Also, while dancers from other companies around the world can dance Balanchine reasonably well,  i can’t imagine any of the current nycb principals dancing anywhere else... is it because of their technique? I don’t know and i wish i could better explain why i feel this way! Maybe some of you could lol? 

Greetings, Hogmel -

It's perfectly natural for a person to have aesthetic and athletic preferences even in the beginning, when one doesn't actually "know" any details of the art or sport. But it's also true that as one learns more and more about ballet, or whatever, one's notions of what is "good" or "appropriate" can change dramatically over time.
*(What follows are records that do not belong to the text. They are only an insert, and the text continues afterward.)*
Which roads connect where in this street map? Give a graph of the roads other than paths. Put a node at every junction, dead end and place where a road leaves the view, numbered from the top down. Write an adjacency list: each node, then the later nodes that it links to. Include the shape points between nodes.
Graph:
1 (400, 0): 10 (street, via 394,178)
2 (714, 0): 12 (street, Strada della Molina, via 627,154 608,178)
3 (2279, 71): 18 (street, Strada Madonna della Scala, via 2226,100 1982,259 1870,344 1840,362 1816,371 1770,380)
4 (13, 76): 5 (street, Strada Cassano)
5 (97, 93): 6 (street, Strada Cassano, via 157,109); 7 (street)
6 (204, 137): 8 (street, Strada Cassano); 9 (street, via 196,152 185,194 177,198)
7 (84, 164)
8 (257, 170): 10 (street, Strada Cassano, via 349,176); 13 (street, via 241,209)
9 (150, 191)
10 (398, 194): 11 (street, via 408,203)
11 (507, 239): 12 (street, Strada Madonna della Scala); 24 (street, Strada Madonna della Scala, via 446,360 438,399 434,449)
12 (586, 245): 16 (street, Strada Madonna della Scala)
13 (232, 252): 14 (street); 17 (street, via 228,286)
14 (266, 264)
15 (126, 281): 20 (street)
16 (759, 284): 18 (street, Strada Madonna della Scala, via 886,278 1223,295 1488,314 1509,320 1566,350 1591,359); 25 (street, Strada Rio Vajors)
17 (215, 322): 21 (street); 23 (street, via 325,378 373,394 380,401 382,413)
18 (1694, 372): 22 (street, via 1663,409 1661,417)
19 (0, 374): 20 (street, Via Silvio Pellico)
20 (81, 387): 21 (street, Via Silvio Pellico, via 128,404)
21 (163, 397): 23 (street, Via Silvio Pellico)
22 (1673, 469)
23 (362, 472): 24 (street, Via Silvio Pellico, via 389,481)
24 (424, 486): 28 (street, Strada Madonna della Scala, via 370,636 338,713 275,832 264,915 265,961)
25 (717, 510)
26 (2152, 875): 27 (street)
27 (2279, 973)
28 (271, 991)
The more you learn, the richer the experience, so I'm all for learning.  😉

We have many threads discussing Balanchine technique and how the dancing has evolved over the years - especially during the post-Balanchine era when Peter Martins was Artistic Director at NYCB.

This was an interesting statement for me:
"Also, while dancers from other companies around the world can dance Balanchine reasonably well,  i can’t imagine any of the current nycb principals dancing anywhere else... is it because of their technique?"

It's certainly difficult to imagine how NYCB dancers would take on Giselle, say, because they spend no time training or performing that type of classical ballet. The dancers certainly have the basic talent, but they don't live and breath traditional ballet, except perhaps for The Nutcracker or non-Petipa/Ivanov versions of Swan Lake.

On the forum we get into arguments discussions about just how successfully other companies actually dance the Balanchine repertoire. Discussions of Balanchine's Jewels often feature some lively discussion, since that's one ballet many companies choose to perform. There's a lot of "OK" renditions of Balanchine works out there, imo, and a few possibly great ones, but I've seen some that just made me angry. That's ballet.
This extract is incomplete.